When permission is granted, a competition of verses begins between the revelers outside and the occupants of the home. Some of the rhymes were traditional forms, memorized by the participants, while others were created on the spot as part of a true battle of wits. Typical verses were of a question and answer type, where the Mari Lwyd band was asked who they were, where they had come from, and how many were in their group. While there was great sport in this exchange, its end result was almost always a foregone conclusion, as eventually the Mari Lwyd group would “beat” those in the house and would thereby gain entrance both to the dwelling and to the feast waiting therein.

Once inside, the Mari Lwyd would chase after the women of the house, pretending to bite them by snapping at them with its jaws, neighing at them, and even blowing on them. The play was rather sexually suggestive, with Punch pursuing the women and trying to kiss them, even as Judy – who carried a broom which she used to sweep the hearth clean – would try to stop him by swatting him with her broom.The suggestive nature of this play may be a remnant of the fertility aspects of the tradition. After feasting, drinking, and merrymaking, the Mari Lwyd party would depart by singing traditional verses invoking good luck and happiness to the household for the year to come. For example:

    Farewell, gentle folk

    We have been made welcome

    God’s blessing be upon your house

    And upon all who dwell there.


Another traditional verse often recited was:

We wish you joy to live in a new year

As long as the man tinkles his bell

May every day get better.


Another interpretation of Mari Lwyd posits the name to mean “Holy Mary” and associates the tradition with celebrations of the Virgin Mary.  The time between Christmas and Candlemas has some Marian significance. Mary  gives birth on December 25th,  Twelfth Night is the Epiphany as well as the old date of Christmas according to the Julian Calendar, and finally Candlemas roughly corresponds  with the time of Mary’s purification after giving birth. Indeed, Candlemas is also called Gwyl Fair Y Canhwyllan, the Festival of St. Mary of the Candles.

Attempts have been made to associate the horse symbolism with the donkey upon which the Holy Family is said to have escaped to Egypt. Some wassailing songs associated with this time of year make direct references to Mary, and ask that the windows and doors be opened to her. While this is an interesting reflection of the goal of the Mari Lwyd band to gain entrance into the household, scholars such as Juliette Wood believe the connection of this tradition to Mary is tenuous at best, giving further support for the theory that over time and through gradual cultural shifts, Christian meanings became overlain onto ancient traditions whose symbolism and purpose were slowly forgotten.

Further, it has been argued that as the tradition moved into the modern era, it lost more and more of its religious significance and became, instead, a winter folk custom enjoyed for social purposes – an opportunity to eat, drink and be merry with one’s friends and neighbors.Wood takes this a step further, focusing less on the origins of the practice and more on the social function the Mari Lwyd fulfilled.  Instead of being a vehicle of sympathetic magic, bringing fertility and abundance to the household, the Mari Lwyd served a practical purpose, bringing communities together during the more isolated winter months, and sharing food with neighbors at a time when, especially in rural areas, it had become more scarce.

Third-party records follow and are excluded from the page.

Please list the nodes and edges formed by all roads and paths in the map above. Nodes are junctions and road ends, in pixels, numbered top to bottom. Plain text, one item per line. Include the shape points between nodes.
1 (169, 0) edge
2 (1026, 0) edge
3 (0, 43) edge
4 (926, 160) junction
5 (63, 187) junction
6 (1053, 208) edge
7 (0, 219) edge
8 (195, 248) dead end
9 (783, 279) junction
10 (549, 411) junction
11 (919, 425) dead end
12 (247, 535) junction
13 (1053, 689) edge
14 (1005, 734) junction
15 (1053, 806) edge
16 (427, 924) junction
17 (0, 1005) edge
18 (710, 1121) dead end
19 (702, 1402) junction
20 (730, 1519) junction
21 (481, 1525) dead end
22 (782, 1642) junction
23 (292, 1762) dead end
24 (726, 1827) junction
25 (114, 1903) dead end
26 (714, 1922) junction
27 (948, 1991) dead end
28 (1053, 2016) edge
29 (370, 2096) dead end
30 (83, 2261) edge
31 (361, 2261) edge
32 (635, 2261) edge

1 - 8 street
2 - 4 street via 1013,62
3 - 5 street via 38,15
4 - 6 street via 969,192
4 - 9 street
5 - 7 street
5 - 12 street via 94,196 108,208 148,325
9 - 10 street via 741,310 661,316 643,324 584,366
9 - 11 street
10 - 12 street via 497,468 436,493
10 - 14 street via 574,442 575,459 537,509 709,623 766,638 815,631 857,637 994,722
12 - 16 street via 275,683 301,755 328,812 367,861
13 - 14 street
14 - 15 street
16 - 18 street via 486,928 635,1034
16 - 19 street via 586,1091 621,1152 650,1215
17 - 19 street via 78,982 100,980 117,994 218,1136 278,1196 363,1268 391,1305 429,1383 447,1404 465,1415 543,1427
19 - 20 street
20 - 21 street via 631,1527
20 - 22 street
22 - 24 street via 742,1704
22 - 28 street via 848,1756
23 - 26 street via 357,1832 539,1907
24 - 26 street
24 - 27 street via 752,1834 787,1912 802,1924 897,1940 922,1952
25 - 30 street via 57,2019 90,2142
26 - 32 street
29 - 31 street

Wood ties the practice to the liminal qualities of the season, the transitional time between the old year and the new – between the barrenness of late winter at Christmas, and the first signs of Spring celebrated at Candlemas — and sees in this a reflection of the desire for the Mari Lwyd party to want to cross over the more literal threshold into the home. This echoes the Celtic conception of the horse as guardian and psychopomp, and its presence at this interstitial time assists in bridging the two worlds and allowing new, fertile energies to replace the fallowness of the dying year. This sentiment is also present to some degree in the practice of the Wren Hunt, discussed in Part II of this series.